Der bisherige Fortschritt des Spiels ist sehr gering, da ich mich noch am planen bin, und mir die *Grafiken fehlen*.

Wenn Du bis hier hin gelesen hast, dann bist Du sicher interssiert, von daher erläutere ich jetzt noch einmal etwas genauer wie Ich mir das ganze vorstelle:

Es gibt innerhalb eines Levels/Map 5-10 *Zeitphasen*. -5 bis -1 in der Vergangenheit 0 in der Gegenwart und 1 bis 5 in der Zukunft. Das Spiel nimmt sämtliche Handlungen(Bewegung, Schüsse usw.) jedes Spielers auf. Wenn nun Spieler-1 Spieler-2 sieht, reist er zu Zeitpunkt 2 , um vor Spieler-2 an der nächten Ecke eine Mine zu platzieren, die dort dann plötzlich auftaucht(nachdem Zeitpunkt 2 zu Zeitpunkt 0 geworden ist). 
Dabei hat jede Klasse verschieden Items, die einem helfen nicht in der Vergangenheit umgeballert zu werden, oder in der Zukunft weggecampt zu werden.

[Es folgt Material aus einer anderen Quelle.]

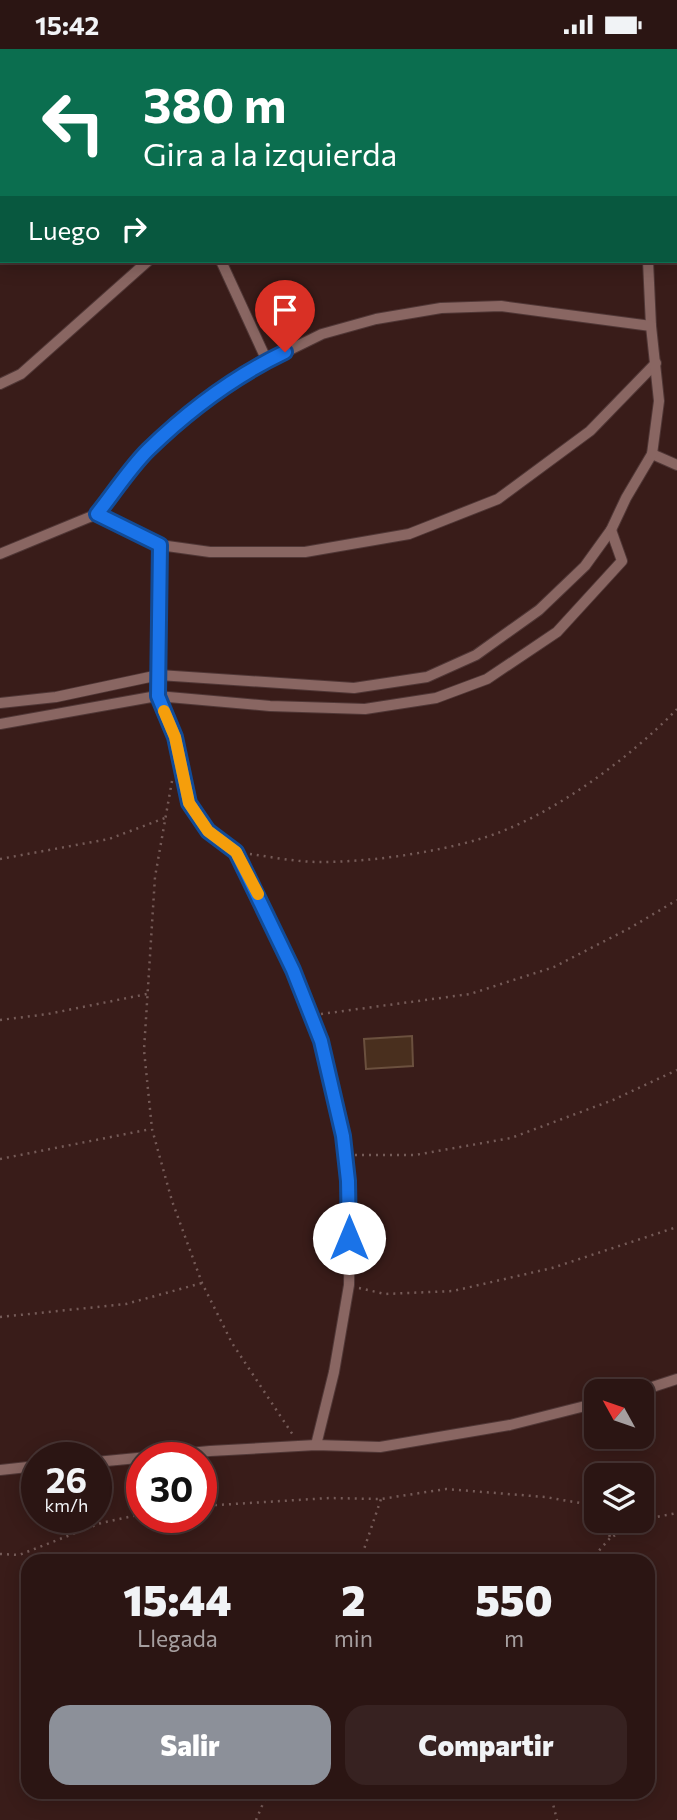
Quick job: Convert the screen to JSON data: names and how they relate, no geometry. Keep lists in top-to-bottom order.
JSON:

*Zeitkrümmer*: Die Zukunft läuft langsamer, sodass der Spieler ohne zurückzureisen bald wieder bei 0 ist.
*Vergangenheitslöscher*: In der Vergangenheit ist man nur durch hin und wieder auftauchende Fußspuren zu sehen.
*Zeituhr*: Mann kann auch ohne einen Zeitpunkt aka. Zeitmaschine(unbeweglich) reisen.

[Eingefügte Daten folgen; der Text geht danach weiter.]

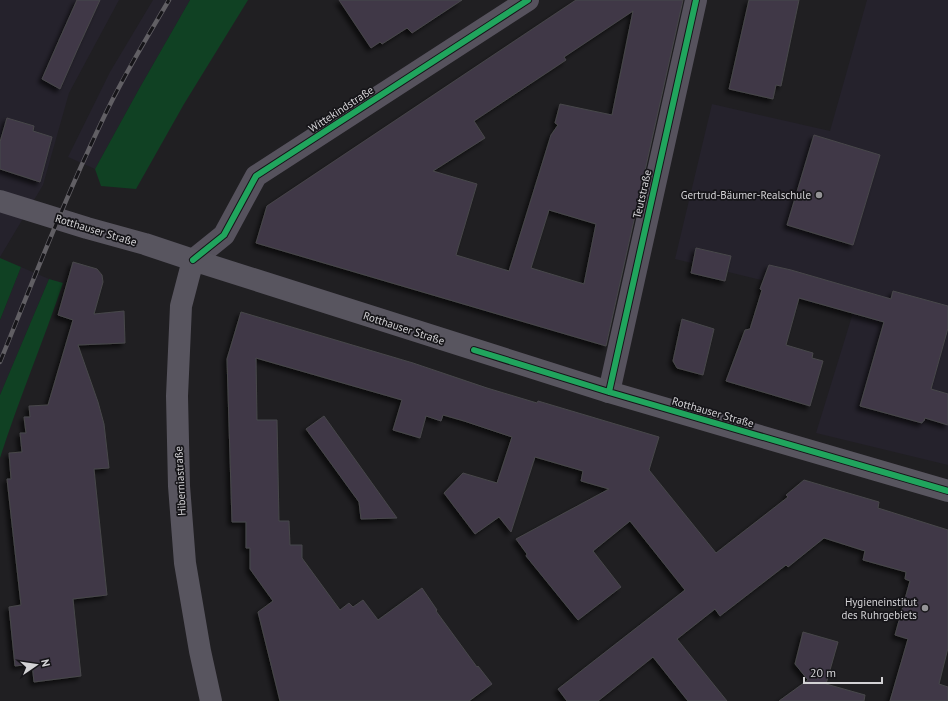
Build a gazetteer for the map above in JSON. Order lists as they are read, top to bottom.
{
  "streets": {
    "main road": ["Rotthauser Straße", "Hiberniastraße"],
    "street": ["Wittekindstraße", "Teutstraße"]
  },
  "crossings": [
    ["Wittekindstraße", "Rotthauser Straße"],
    ["Wittekindstraße", "Hiberniastraße"],
    ["Teutstraße", "Rotthauser Straße"],
    ["Rotthauser Straße", "Hiberniastraße"]
  ],
  "places": ["Gertrud-Bäumer-Realschule", "Hygieneinstitut des Ruhrgebiets"],
  "scale_bar": "20 m",
  "north": "right"
}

Das Spiel ist leider noch nicht einmal weit genug um irgendeinen Screenshot zu machen, oder eine .jar rauszudrücken.

*
Ich suche außerdem jemanden der mir Grafiken machen, da ich keine Plan von Kunst habe und vielleicht auch jemanden der mir beim programmieren hilft. *

Was es schon gibt:
*Einen ResourcenManager
*Basis Strukturen
*Eine Idee


PS: Ich war mir nicht ganz sicher wo Ich das hier posten soll. Wenn das hier der falsche Ort ist, dann bitte Ich darum den Thread zu verschieben.


----------



## Fu3L (30. Jun 2012)

Mir gefällt diese etwas unkonventionelle Idee.
Bevor du dir Hoffnungen machst: Mein Zeitplan ist auch so schon reichlich gefüllt 

Ich würde aber gerne über die Zeitstufen diskutieren. Du sagst, die Map habe die Zeistufen [-5;5]. Das klingt anfänglich verwirrend, so als ob es wirklich nur 10 Zeitintervalle im gesamten Spielverlauf gäbe. Ich denke es soll eher heißen, dass immer 10 Zustände des Spiels gespeichert werden und alle x Sekunden wird die letzte gelöscht?
Wenn ich nun zurückreise und jemand anderes reist auch zurück, kann ich dann den anderen auch erschießen? Und was ist, wenn jemand 10 Sekunden nach mir in Stufe x zurückreist, sind wir dann gleichauf? 
Während ich das schreibe, frage ich mich, ob tatsächlich alle x Sekunden ein Zustand gelöscht werden soll, oder ob die Zustands"grenzen" kontinuierlich durch die Zeit geschoben werden?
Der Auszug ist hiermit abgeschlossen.